The defining similarity is the absolute dedication everyone has to the project. Take Jo’s Guardian as an example, when I received my copy of the book you can just sense the love that went into that book. The quality of the printing is exceptional, it feels great to hold. The design and layout along with the cover image looks so soft and warm. It sits on the shelf in my studio like a warm fireplace.
Perseverance and talent has given you an interesting career path, perspective drawing for architectural firms, freelance cover and internal illustrations to name but two stops on the journey. What would you like to do that you haven’t had the chance to yet?
I would really like to start publishing more of my own stories. I’ve had 3 so far and it was a great experience. But I’m itching to create more, I’ve been hinting at a few pieces on my blog every now and then, things like Arid and The Dreamer which are all stories told predominantly with just pictures and either very little or no dialogue. That is something I’m very keen to explore along with a few other comics I’m working on, one of which is called I fight the city.
Posters are something else I would like to explore. Many years ago I worked on a few band posters and CD covers. They were great fun and its an industry I would like to get back into again especially now Australian music has some great bands creating some really interesting work.

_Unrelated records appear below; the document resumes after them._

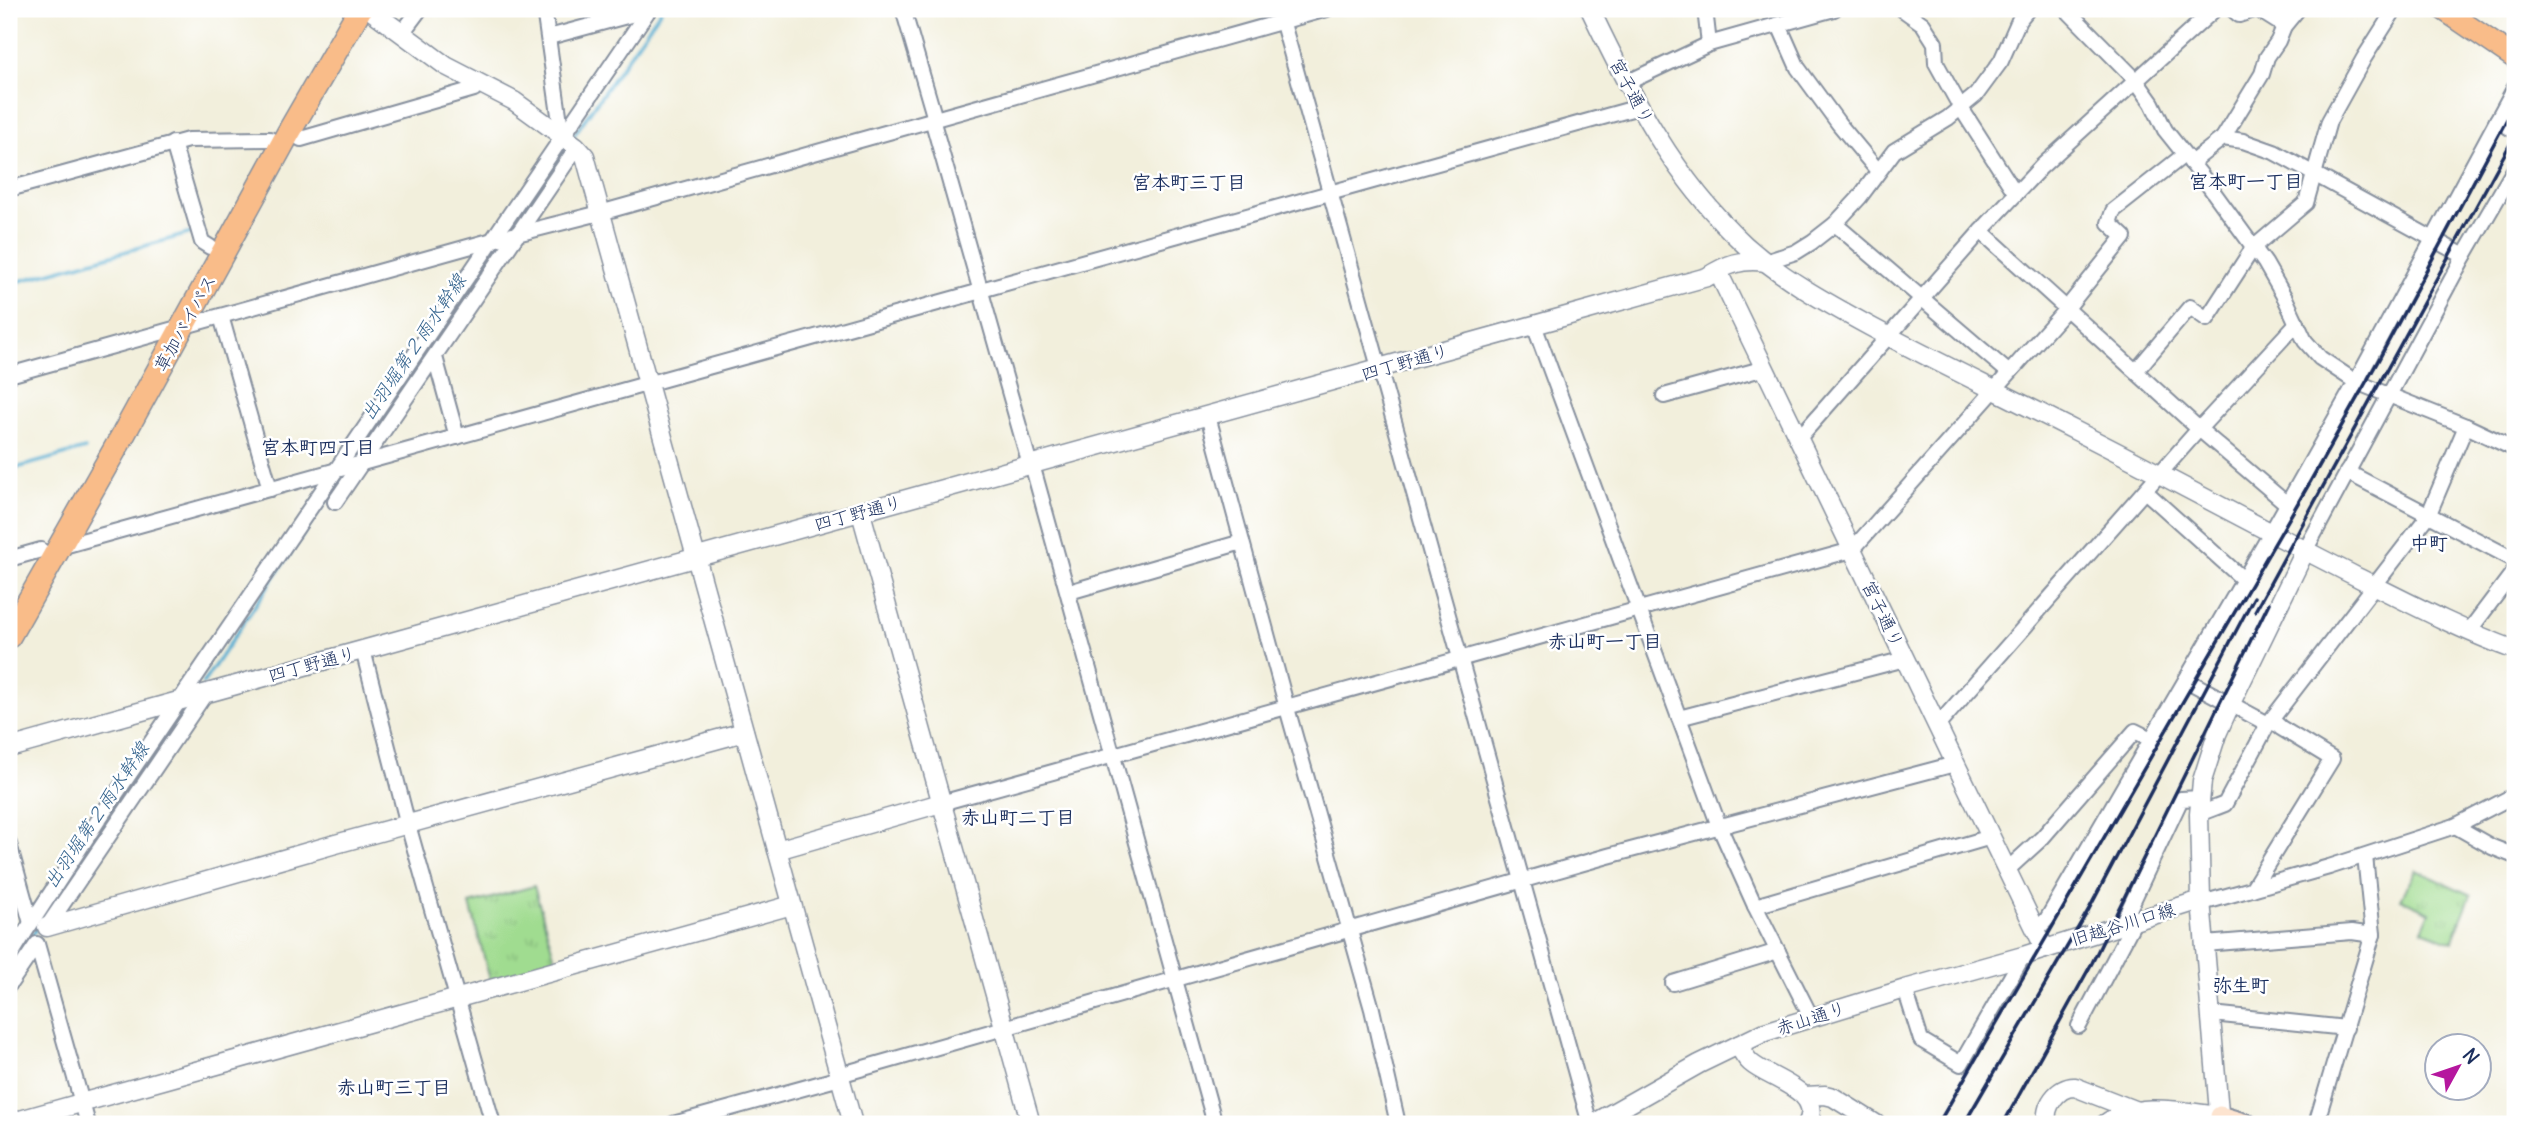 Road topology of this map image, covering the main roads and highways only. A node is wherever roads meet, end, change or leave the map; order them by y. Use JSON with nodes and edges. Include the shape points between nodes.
{"nodes":[{"id":1,"x":344,"y":9,"type":"edge"},
{"id":2,"x":360,"y":9,"type":"edge"},
{"id":3,"x":2444,"y":9,"type":"edge"},
{"id":4,"x":2515,"y":58,"type":"edge"},
{"id":5,"x":280,"y":136,"type":"junction"},
{"id":6,"x":173,"y":329,"type":"junction"},
{"id":7,"x":50,"y":548,"type":"junction"},
{"id":8,"x":9,"y":606,"type":"edge"},
{"id":9,"x":9,"y":636,"type":"edge"},
{"id":10,"x":2220,"y":1120,"type":"edge"},
{"id":11,"x":2247,"y":1124,"type":"edge"}],
"edges":[{"from":1,"to":5,"type":"highway","name":"草加バイパス"},
{"from":2,"to":5,"type":"highway","name":"草加バイパス"},
{"from":3,"to":4,"type":"main road"},
{"from":5,"to":6,"type":"highway","name":"草加バイパス"},
{"from":5,"to":6,"type":"highway","name":"草加バイパス","via":[[210,247]]},
{"from":6,"to":7,"type":"highway","name":"草加バイパス"},
{"from":7,"to":8,"type":"highway","name":"草加バイパス"},
{"from":7,"to":9,"type":"highway","name":"草加バイパス"},
{"from":10,"to":11,"type":"main road"}]} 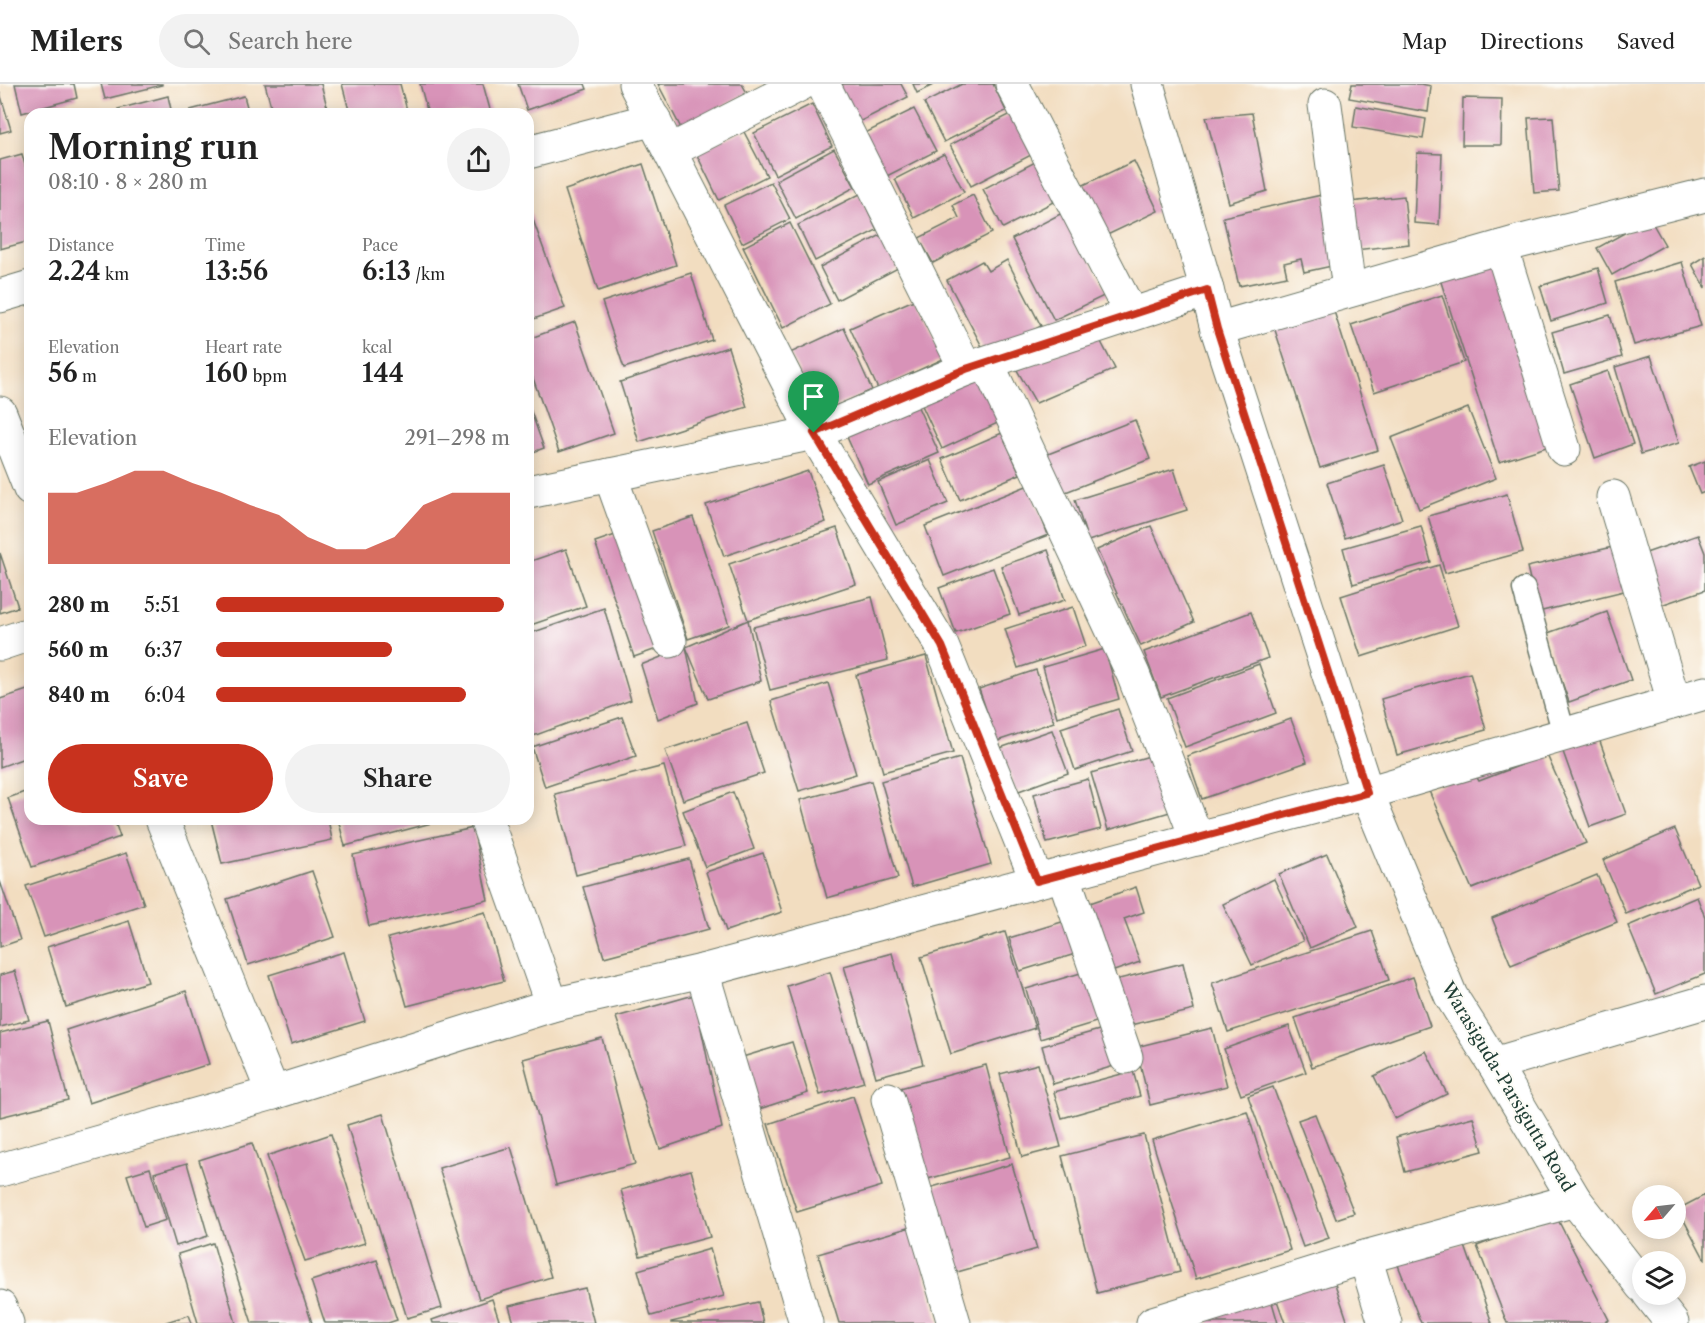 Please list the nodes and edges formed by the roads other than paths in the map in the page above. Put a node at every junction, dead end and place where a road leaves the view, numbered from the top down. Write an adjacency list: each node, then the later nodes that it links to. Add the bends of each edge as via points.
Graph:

What Australian works have you loved recently?
Currently I’m reading Jo Anderton’s Guardian and it is awesome. And I really liked the Guy Pearce film, The Rover.
Digital publishing has definitely changed the way I work. I can create a lot of my own content for the web and market that to specific audiences around the world.
And because books are no longer constrained to just printed matter often publishers now ask for internal illustrations for a novel which does increase the amount of work available. It is a real win-win situation for the reader and the creators.
The downside is a lot of printing firms are finding it hard to stay afloat due to the lower levels of printed material. But ultimately when you create a book the goal is to have a physical copy of that book that you can sit and immerse yourself with. The initial rules of publishing may have changed but the final product will always be there whether its in hard copy digital, audio, or whatever else may come along.
Dion lives in New South Wales, Australia and has been providing commercial artwork for publishing, advertising and marketing agencies nationally and worldwide.
While studying Advertising, Design and Marketing at Curtin University he found an interest in painting with acrylic. After university Dion studied Fine Art and Graphic Design at the Metropolitan College of TAFE in Western Australia to hone his painting ability. It was in his final year of study that he began working for local building firms as an Architectural
Perspective Artist and refined his technical drawing skills.
In early 2000 Dion began working for publishers as a freelance artist working on various projects for children’s books and magazines.
To date Dion has provided work for some of the worlds top publishers such as, McGraw Hill, Macmillan, Little Hare Books and Blake publishing.